Placement Verification and Key Complications
Regardless of tube type, placement verification is a non-negotiable step. An incorrectly placed tube — particularly one inadvertently advanced into the trachea or lungs — can cause fatal complications including aspiration pneumonia, pneumothorax, or pleural effusion.
Chest or abdominal X-ray remains the gold standard for confirming initial tube placement. It provides definitive visualization of the tube tip location relative to the carina and stomach. For feeding tubes specifically, X-ray confirmation before the first feed is considered mandatory in most clinical guidelines.
Aspirate pH testing offers a practical method for ongoing placement checks in between X-rays. Gastric fluid aspirated through the tube should register a pH of 5.5 or lower, indicating the presence of stomach acid. A higher pH may suggest bronchial or esophageal placement and warrants immediate cessation of any infusion and further verification.
Point-of-care ultrasound (POCUS) is an emerging alternative in ICU settings, offering real-time tube visualization without radiation exposure. Its adoption is growing, particularly in COVID-19 ICU environments where mobility of imaging equipment is limited.
Common complications associated with nasogastric and feeding tube use include mucosal irritation of the nares, sinusitis, epistaxis, and — in serious cases — esophageal or gastric perforation. For suction catheters, over-aggressive suctioning (pressures exceeding 80 mmHg) can cause trauma to the tracheal or gastric mucosa. Prolonged gastric suctioning through an NG tube risks erosion of the gastric lining and electrolyte imbalances from continuous fluid removal.
Choosing the Right Tube for Your Facility
The decision framework is straightforward once the clinical context is clear:
- If the goal is airway or gastric decompression in an acute or surgical setting, a double-lumen NG suction tube (e.g., Salem Sump) or a dedicated airway suction catheter is the correct choice.
- If the goal is short-term enteral feeding or medication administration (under four weeks) for a patient with a functional GI tract, a small-bore single-lumen NG feeding tube — such as a Levin or Dobhoff — is appropriate.
- If the patient requires long-term nutritional support beyond four to six weeks, a percutaneous device (PEG or PEJ) should be considered for improved patient comfort, lower dislodgement risk, and reduced nasal complications.
- If the patient is in the ICU or neonatal unit and requires secretion clearance from the upper airway, a dedicated mucus extractor is the indicated device.

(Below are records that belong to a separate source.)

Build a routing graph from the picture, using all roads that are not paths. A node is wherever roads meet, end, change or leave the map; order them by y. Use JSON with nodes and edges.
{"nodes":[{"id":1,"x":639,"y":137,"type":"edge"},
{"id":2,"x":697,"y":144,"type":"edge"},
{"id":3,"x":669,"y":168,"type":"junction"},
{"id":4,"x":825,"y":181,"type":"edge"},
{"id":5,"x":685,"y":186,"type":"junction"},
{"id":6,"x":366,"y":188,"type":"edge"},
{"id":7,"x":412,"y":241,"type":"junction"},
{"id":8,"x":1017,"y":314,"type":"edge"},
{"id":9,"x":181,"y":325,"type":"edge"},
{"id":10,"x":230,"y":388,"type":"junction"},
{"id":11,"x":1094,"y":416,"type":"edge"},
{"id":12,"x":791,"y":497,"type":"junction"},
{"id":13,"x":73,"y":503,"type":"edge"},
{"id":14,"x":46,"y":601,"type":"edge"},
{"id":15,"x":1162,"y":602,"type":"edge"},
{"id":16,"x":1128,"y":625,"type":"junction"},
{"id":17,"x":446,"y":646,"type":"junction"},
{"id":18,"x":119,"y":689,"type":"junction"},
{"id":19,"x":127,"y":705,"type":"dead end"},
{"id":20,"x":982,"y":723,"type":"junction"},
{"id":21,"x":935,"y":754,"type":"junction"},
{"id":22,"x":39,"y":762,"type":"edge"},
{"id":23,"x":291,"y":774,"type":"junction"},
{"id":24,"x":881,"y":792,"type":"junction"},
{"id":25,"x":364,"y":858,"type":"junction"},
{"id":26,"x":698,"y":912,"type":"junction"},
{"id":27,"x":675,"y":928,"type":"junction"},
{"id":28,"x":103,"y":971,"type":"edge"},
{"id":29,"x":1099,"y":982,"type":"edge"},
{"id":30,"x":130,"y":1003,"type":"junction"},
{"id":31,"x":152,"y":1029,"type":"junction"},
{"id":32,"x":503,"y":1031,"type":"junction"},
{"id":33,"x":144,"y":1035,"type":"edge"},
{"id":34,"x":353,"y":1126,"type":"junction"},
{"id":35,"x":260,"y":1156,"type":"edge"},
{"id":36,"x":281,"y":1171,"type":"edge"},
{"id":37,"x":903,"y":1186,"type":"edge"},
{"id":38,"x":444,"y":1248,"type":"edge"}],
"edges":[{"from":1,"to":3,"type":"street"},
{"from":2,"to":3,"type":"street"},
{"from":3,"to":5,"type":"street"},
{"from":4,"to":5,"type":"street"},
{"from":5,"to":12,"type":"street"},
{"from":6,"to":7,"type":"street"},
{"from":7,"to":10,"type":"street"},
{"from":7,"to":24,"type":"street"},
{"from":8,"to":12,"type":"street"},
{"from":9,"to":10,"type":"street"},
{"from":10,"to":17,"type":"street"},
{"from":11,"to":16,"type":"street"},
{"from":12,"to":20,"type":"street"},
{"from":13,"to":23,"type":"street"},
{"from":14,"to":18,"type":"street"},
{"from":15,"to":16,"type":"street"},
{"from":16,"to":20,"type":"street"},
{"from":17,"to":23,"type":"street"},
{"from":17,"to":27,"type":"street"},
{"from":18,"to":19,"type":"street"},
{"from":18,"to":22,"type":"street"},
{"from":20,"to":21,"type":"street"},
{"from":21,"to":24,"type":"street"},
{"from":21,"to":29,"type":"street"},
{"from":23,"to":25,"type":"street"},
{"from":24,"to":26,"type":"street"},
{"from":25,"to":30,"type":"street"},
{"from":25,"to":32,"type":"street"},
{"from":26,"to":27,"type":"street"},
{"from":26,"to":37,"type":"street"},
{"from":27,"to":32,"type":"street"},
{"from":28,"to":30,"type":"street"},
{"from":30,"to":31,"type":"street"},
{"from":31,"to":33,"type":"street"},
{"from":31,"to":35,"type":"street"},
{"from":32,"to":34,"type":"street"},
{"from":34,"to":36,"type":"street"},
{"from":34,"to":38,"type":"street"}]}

For hospital procurement teams, establishing clear par levels for each tube category — categorized by French size, material, and lumen configuration — reduces bedside decision fatigue and minimizes the risk of substituting one tube type for another under time pressure. Specifying CE- and ISO 13485-certified, single-use, ETO-sterilized products ensures both regulatory compliance and patient safety across all tube categories.